While U.S. automakers had held out hope for flat or slightly higher sales this year, a downturn that began in the spring has convinced both General Motors Corp. and Ford Motor Co. to review their more optimistic outlooks.

Ford said on Tuesday in a quarterly filing with the U.S. Securities and Exchange Commission that it had lowered its sales projection to a range of 16.5 million to 16.8 million vehicles, citing weak July sales and a downturn in the U.S. housing market.

It's hard to pinpoint the market's current softness, said Lentz. Higher fuel prices? The housing slowdown? Lower fleet sales? Some payback from the incentives of the past? Who knows?

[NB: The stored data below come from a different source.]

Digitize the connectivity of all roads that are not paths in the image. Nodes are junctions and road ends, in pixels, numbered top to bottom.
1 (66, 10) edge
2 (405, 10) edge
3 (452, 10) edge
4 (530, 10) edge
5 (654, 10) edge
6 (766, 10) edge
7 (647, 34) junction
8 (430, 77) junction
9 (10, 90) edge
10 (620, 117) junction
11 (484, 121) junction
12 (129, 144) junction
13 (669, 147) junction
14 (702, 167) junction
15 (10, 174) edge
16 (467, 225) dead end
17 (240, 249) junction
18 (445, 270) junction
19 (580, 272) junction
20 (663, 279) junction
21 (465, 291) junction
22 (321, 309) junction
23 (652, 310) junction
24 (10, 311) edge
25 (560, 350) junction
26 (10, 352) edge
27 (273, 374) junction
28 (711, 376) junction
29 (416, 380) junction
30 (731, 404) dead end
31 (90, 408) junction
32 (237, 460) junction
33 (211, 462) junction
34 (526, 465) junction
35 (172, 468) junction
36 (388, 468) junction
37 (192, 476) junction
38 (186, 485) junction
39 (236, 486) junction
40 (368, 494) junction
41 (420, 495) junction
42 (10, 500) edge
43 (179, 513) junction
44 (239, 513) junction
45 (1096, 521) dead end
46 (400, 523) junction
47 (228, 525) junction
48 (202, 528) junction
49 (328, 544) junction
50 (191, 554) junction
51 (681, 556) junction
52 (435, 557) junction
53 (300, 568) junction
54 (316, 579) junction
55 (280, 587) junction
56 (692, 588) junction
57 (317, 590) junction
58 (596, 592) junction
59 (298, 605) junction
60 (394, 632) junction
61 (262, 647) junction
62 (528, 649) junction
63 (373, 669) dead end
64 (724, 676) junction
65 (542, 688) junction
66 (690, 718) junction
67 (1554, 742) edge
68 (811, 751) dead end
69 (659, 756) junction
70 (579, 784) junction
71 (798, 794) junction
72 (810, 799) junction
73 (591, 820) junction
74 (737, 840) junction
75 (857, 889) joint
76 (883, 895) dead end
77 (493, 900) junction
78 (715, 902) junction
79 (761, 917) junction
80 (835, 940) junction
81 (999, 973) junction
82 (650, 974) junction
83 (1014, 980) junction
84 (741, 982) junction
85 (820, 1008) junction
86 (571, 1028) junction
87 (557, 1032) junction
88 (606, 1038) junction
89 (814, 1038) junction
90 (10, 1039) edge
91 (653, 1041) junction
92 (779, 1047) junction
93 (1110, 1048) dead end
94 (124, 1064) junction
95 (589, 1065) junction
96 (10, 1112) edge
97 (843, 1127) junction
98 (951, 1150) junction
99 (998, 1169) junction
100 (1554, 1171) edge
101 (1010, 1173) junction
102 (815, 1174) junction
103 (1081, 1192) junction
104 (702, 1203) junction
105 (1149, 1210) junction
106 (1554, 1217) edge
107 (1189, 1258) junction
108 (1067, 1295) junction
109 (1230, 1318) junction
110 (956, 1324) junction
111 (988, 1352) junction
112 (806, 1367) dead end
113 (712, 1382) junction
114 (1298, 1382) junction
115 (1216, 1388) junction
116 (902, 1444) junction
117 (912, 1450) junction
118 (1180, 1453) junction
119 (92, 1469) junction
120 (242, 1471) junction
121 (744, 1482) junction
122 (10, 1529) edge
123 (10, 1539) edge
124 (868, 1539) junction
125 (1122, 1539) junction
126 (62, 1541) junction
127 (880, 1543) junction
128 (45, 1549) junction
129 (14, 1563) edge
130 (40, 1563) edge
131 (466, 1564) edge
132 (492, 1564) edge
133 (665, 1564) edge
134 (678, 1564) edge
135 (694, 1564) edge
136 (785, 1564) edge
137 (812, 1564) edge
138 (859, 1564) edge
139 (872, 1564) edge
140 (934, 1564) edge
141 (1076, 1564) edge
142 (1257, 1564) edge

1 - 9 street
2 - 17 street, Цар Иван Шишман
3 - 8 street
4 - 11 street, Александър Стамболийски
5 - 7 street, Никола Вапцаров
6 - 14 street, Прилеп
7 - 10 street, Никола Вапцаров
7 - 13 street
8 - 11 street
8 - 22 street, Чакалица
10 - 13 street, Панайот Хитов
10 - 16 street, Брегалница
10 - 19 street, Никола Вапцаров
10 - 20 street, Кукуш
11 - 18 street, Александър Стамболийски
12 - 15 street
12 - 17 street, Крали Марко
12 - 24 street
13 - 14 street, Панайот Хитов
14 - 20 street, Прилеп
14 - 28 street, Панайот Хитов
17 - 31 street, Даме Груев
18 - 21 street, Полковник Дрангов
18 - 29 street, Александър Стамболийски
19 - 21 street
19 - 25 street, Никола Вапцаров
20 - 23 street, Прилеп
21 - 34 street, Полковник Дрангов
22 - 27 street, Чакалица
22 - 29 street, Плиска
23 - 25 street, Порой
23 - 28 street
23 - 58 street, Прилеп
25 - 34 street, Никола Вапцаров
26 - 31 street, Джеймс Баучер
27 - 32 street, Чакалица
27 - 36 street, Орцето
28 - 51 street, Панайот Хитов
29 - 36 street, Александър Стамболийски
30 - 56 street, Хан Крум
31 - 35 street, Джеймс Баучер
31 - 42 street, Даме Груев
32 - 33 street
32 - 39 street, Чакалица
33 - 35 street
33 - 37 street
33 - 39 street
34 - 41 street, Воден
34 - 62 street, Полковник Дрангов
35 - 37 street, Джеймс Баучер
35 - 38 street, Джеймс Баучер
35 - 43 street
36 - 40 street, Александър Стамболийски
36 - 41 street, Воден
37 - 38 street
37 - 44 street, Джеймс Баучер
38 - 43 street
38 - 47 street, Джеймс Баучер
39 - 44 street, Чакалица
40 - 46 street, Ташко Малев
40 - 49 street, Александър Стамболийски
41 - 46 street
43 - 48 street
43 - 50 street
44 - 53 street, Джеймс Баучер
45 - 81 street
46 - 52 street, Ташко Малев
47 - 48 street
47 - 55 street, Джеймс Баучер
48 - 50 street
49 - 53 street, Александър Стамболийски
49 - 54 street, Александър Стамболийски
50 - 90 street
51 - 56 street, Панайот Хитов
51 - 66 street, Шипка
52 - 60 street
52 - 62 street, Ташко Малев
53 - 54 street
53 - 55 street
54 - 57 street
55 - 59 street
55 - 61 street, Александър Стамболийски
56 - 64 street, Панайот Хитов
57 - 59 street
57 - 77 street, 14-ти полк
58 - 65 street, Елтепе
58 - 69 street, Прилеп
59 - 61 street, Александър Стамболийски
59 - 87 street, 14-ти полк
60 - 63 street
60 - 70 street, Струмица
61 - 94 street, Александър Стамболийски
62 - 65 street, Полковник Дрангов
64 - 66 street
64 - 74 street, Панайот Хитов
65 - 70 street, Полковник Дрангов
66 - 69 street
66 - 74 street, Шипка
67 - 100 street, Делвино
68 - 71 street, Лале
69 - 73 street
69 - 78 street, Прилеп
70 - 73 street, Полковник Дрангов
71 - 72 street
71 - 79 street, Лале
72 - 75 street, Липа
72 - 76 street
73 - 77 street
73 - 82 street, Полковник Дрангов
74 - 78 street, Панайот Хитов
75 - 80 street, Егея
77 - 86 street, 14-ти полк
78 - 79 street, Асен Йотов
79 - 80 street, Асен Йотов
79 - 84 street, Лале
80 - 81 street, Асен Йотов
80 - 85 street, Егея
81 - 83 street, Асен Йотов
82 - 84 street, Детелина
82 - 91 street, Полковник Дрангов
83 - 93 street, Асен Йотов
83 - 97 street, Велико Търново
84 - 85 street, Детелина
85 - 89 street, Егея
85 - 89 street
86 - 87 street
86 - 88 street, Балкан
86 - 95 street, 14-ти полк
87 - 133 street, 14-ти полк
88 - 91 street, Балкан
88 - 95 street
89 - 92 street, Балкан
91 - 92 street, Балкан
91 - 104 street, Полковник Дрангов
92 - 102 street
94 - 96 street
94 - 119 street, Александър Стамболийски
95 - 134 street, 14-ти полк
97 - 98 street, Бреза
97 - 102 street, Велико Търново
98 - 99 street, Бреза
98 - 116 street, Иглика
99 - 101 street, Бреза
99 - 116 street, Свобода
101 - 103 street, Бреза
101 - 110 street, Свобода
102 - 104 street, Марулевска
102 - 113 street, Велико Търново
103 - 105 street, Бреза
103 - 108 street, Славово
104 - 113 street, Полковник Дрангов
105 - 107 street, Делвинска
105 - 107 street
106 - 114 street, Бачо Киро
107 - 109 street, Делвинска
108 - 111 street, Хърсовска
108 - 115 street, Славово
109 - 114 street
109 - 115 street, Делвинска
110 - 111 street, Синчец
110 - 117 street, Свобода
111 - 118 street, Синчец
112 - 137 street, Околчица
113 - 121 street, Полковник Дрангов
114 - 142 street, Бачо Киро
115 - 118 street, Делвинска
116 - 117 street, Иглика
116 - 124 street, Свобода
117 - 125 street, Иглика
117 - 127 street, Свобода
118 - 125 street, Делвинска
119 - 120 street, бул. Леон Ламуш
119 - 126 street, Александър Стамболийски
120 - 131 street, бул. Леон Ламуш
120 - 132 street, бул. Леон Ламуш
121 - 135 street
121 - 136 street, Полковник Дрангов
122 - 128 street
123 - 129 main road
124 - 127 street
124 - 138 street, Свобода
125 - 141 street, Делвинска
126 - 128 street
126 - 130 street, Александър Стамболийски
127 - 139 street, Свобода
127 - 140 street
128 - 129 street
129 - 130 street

He said Toyota expects U.S. auto sales to rebound in 2008, followed by steady growth into the next decade.

He said Toyota, which is expected to overtake GM this year as the world's largest automaker in terms of global sales, sees U.S. industrywide sales growing by 100,000 vehicles or more annually and reaching 18 million a year before 2020.

We're bullish because the United States population is booming and key economic drivers -- like GDP, job growth, productivity and inflation -- are positive, Lentz said.